§ **WHAT YOU SHOULD DO**:
All of the data below must be reproduced word for word, but without its images.

§ **RECORDS FOR THIS EXERCISE**:
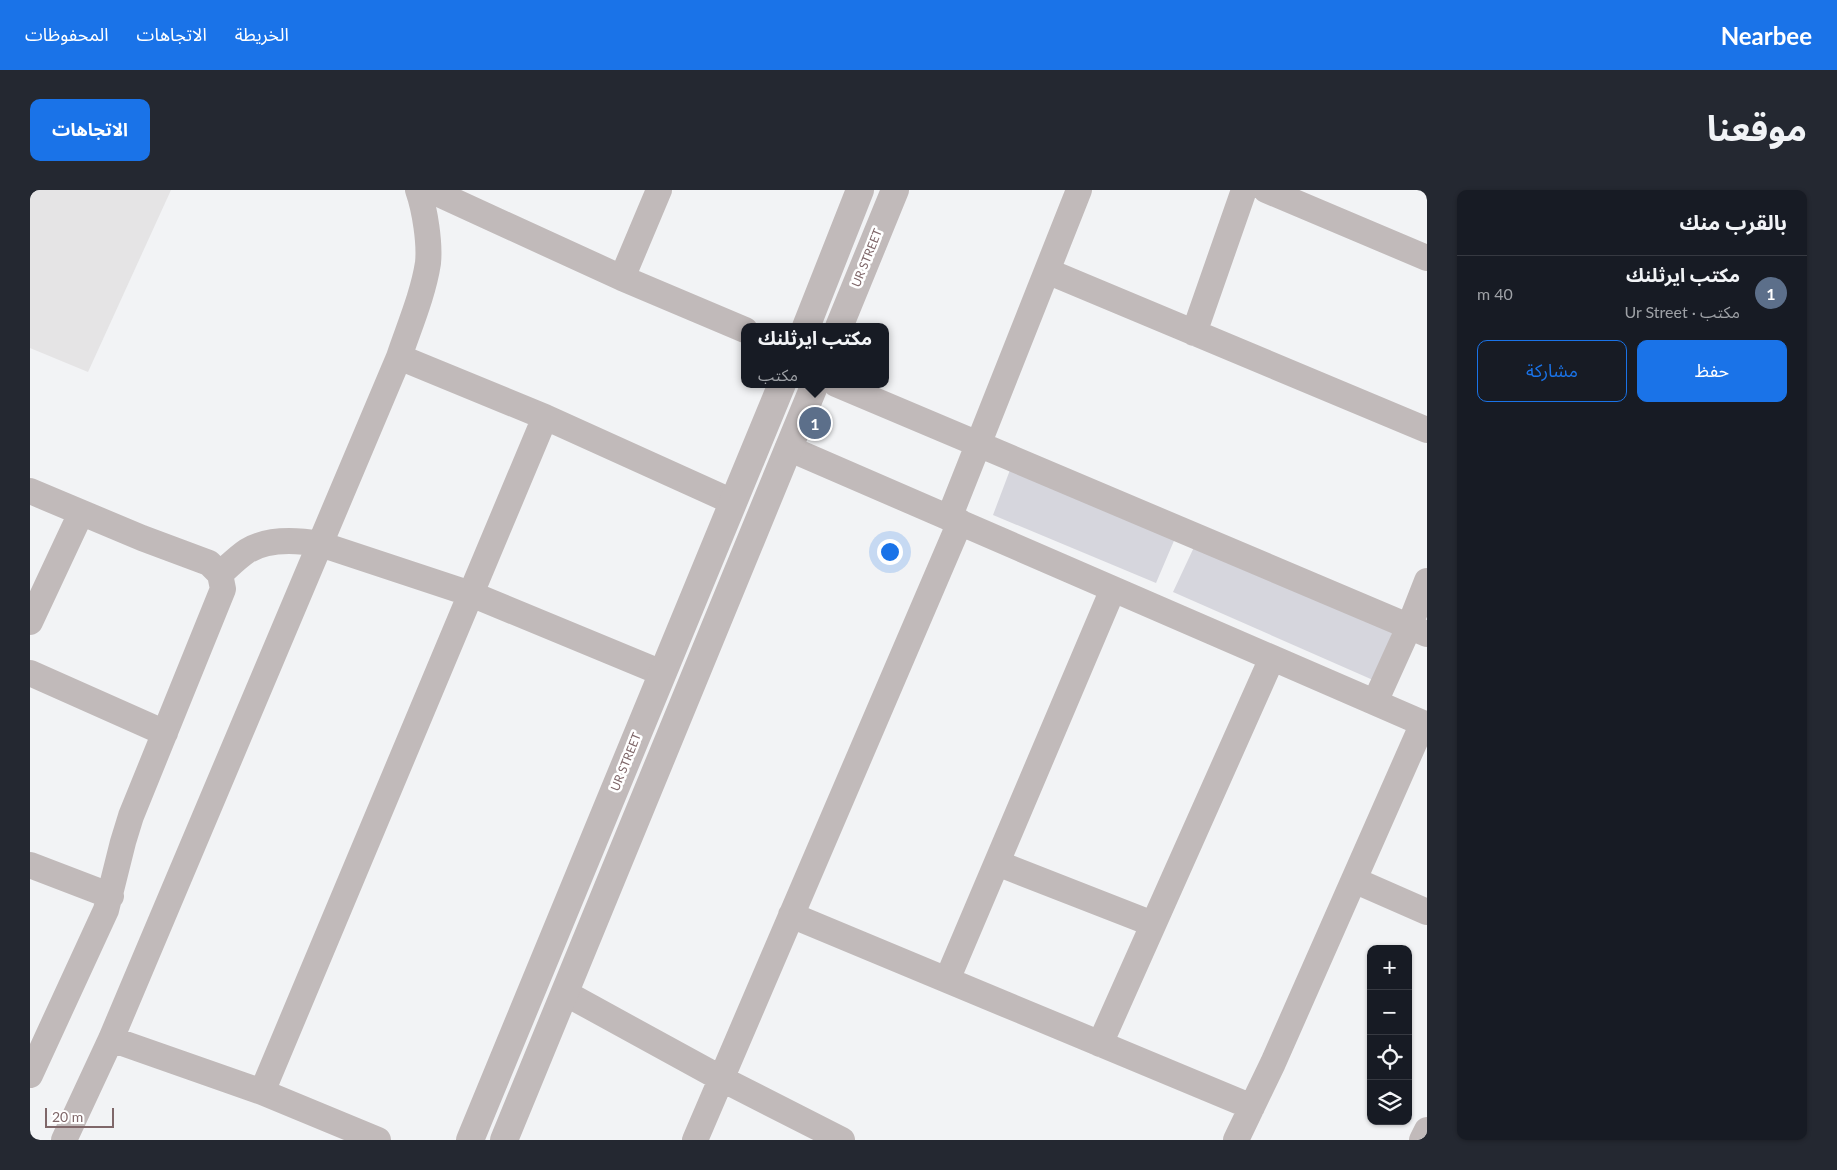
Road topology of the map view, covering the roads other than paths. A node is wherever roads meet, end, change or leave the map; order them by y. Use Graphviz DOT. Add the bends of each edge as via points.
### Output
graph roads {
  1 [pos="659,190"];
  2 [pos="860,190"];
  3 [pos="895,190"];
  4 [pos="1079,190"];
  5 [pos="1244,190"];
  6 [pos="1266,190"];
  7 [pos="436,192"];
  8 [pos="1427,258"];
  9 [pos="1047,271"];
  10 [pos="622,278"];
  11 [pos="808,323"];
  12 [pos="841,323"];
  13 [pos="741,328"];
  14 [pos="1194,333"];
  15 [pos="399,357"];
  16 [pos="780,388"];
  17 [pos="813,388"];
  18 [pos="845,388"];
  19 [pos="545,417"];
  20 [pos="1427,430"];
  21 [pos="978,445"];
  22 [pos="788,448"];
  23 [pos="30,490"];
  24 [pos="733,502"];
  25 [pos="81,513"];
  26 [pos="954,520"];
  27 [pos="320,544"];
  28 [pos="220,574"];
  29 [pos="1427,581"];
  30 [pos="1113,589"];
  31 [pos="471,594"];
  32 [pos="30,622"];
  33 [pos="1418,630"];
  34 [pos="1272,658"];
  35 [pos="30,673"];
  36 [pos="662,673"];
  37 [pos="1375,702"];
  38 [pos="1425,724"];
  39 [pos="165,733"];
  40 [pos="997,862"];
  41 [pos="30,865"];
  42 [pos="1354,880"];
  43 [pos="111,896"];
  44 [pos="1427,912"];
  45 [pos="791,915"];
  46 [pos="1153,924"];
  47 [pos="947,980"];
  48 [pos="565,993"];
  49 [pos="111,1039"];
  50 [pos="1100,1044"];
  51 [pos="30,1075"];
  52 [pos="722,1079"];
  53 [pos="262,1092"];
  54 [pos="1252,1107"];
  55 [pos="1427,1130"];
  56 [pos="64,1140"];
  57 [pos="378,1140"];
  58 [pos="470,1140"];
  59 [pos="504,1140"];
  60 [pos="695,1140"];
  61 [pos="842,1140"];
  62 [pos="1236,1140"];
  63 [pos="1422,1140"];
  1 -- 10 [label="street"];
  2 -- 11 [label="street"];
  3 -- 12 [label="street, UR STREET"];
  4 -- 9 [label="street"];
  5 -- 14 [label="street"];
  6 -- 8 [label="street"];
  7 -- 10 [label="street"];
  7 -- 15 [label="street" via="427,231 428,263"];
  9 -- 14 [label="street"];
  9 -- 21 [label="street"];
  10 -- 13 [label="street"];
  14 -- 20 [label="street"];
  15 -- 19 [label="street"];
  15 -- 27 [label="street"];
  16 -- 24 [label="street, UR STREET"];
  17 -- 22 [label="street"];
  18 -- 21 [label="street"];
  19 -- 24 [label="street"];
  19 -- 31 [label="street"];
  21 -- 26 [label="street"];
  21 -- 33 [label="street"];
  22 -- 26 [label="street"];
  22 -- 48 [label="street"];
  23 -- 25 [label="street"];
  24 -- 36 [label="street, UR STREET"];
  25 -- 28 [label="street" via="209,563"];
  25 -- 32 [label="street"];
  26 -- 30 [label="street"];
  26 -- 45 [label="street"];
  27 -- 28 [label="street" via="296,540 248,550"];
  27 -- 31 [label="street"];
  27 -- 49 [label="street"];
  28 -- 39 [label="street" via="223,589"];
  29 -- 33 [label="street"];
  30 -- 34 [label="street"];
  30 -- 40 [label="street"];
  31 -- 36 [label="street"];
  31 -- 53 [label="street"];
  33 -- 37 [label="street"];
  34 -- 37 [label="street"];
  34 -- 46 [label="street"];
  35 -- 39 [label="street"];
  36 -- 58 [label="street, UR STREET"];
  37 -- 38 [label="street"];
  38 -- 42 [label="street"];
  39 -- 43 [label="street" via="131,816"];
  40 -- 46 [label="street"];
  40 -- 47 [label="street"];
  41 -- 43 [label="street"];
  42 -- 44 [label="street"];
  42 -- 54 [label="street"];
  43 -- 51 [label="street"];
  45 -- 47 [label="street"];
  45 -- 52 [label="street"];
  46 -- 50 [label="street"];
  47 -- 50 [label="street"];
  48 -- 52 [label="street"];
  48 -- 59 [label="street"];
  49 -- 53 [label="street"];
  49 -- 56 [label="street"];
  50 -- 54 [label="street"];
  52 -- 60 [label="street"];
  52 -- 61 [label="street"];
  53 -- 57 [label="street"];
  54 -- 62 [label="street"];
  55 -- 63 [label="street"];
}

§ **EXERCISE RESULT**:
Road topology of the map view, covering the roads other than paths. A node is wherever roads meet, end, change or leave the map; order them by y. Use Graphviz DOT. Add the bends of each edge as via points.
### Output
graph roads {
  1 [pos="659,190"];
  2 [pos="860,190"];
  3 [pos="895,190"];
  4 [pos="1079,190"];
  5 [pos="1244,190"];
  6 [pos="1266,190"];
  7 [pos="436,192"];
  8 [pos="1427,258"];
  9 [pos="1047,271"];
  10 [pos="622,278"];
  11 [pos="808,323"];
  12 [pos="841,323"];
  13 [pos="741,328"];
  14 [pos="1194,333"];
  15 [pos="399,357"];
  16 [pos="780,388"];
  17 [pos="813,388"];
  18 [pos="845,388"];
  19 [pos="545,417"];
  20 [pos="1427,430"];
  21 [pos="978,445"];
  22 [pos="788,448"];
  23 [pos="30,490"];
  24 [pos="733,502"];
  25 [pos="81,513"];
  26 [pos="954,520"];
  27 [pos="320,544"];
  28 [pos="220,574"];
  29 [pos="1427,581"];
  30 [pos="1113,589"];
  31 [pos="471,594"];
  32 [pos="30,622"];
  33 [pos="1418,630"];
  34 [pos="1272,658"];
  35 [pos="30,673"];
  36 [pos="662,673"];
  37 [pos="1375,702"];
  38 [pos="1425,724"];
  39 [pos="165,733"];
  40 [pos="997,862"];
  41 [pos="30,865"];
  42 [pos="1354,880"];
  43 [pos="111,896"];
  44 [pos="1427,912"];
  45 [pos="791,915"];
  46 [pos="1153,924"];
  47 [pos="947,980"];
  48 [pos="565,993"];
  49 [pos="111,1039"];
  50 [pos="1100,1044"];
  51 [pos="30,1075"];
  52 [pos="722,1079"];
  53 [pos="262,1092"];
  54 [pos="1252,1107"];
  55 [pos="1427,1130"];
  56 [pos="64,1140"];
  57 [pos="378,1140"];
  58 [pos="470,1140"];
  59 [pos="504,1140"];
  60 [pos="695,1140"];
  61 [pos="842,1140"];
  62 [pos="1236,1140"];
  63 [pos="1422,1140"];
  1 -- 10 [label="street"];
  2 -- 11 [label="street"];
  3 -- 12 [label="street, UR STREET"];
  4 -- 9 [label="street"];
  5 -- 14 [label="street"];
  6 -- 8 [label="street"];
  7 -- 10 [label="street"];
  7 -- 15 [label="street" via="427,231 428,263"];
  9 -- 14 [label="street"];
  9 -- 21 [label="street"];
  10 -- 13 [label="street"];
  14 -- 20 [label="street"];
  15 -- 19 [label="street"];
  15 -- 27 [label="street"];
  16 -- 24 [label="street, UR STREET"];
  17 -- 22 [label="street"];
  18 -- 21 [label="street"];
  19 -- 24 [label="street"];
  19 -- 31 [label="street"];
  21 -- 26 [label="street"];
  21 -- 33 [label="street"];
  22 -- 26 [label="street"];
  22 -- 48 [label="street"];
  23 -- 25 [label="street"];
  24 -- 36 [label="street, UR STREET"];
  25 -- 28 [label="street" via="209,563"];
  25 -- 32 [label="street"];
  26 -- 30 [label="street"];
  26 -- 45 [label="street"];
  27 -- 28 [label="street" via="296,540 248,550"];
  27 -- 31 [label="street"];
  27 -- 49 [label="street"];
  28 -- 39 [label="street" via="223,589"];
  29 -- 33 [label="street"];
  30 -- 34 [label="street"];
  30 -- 40 [label="street"];
  31 -- 36 [label="street"];
  31 -- 53 [label="street"];
  33 -- 37 [label="street"];
  34 -- 37 [label="street"];
  34 -- 46 [label="street"];
  35 -- 39 [label="street"];
  36 -- 58 [label="street, UR STREET"];
  37 -- 38 [label="street"];
  38 -- 42 [label="street"];
  39 -- 43 [label="street" via="131,816"];
  40 -- 46 [label="street"];
  40 -- 47 [label="street"];
  41 -- 43 [label="street"];
  42 -- 44 [label="street"];
  42 -- 54 [label="street"];
  43 -- 51 [label="street"];
  45 -- 47 [label="street"];
  45 -- 52 [label="street"];
  46 -- 50 [label="street"];
  47 -- 50 [label="street"];
  48 -- 52 [label="street"];
  48 -- 59 [label="street"];
  49 -- 53 [label="street"];
  49 -- 56 [label="street"];
  50 -- 54 [label="street"];
  52 -- 60 [label="street"];
  52 -- 61 [label="street"];
  53 -- 57 [label="street"];
  54 -- 62 [label="street"];
  55 -- 63 [label="street"];
}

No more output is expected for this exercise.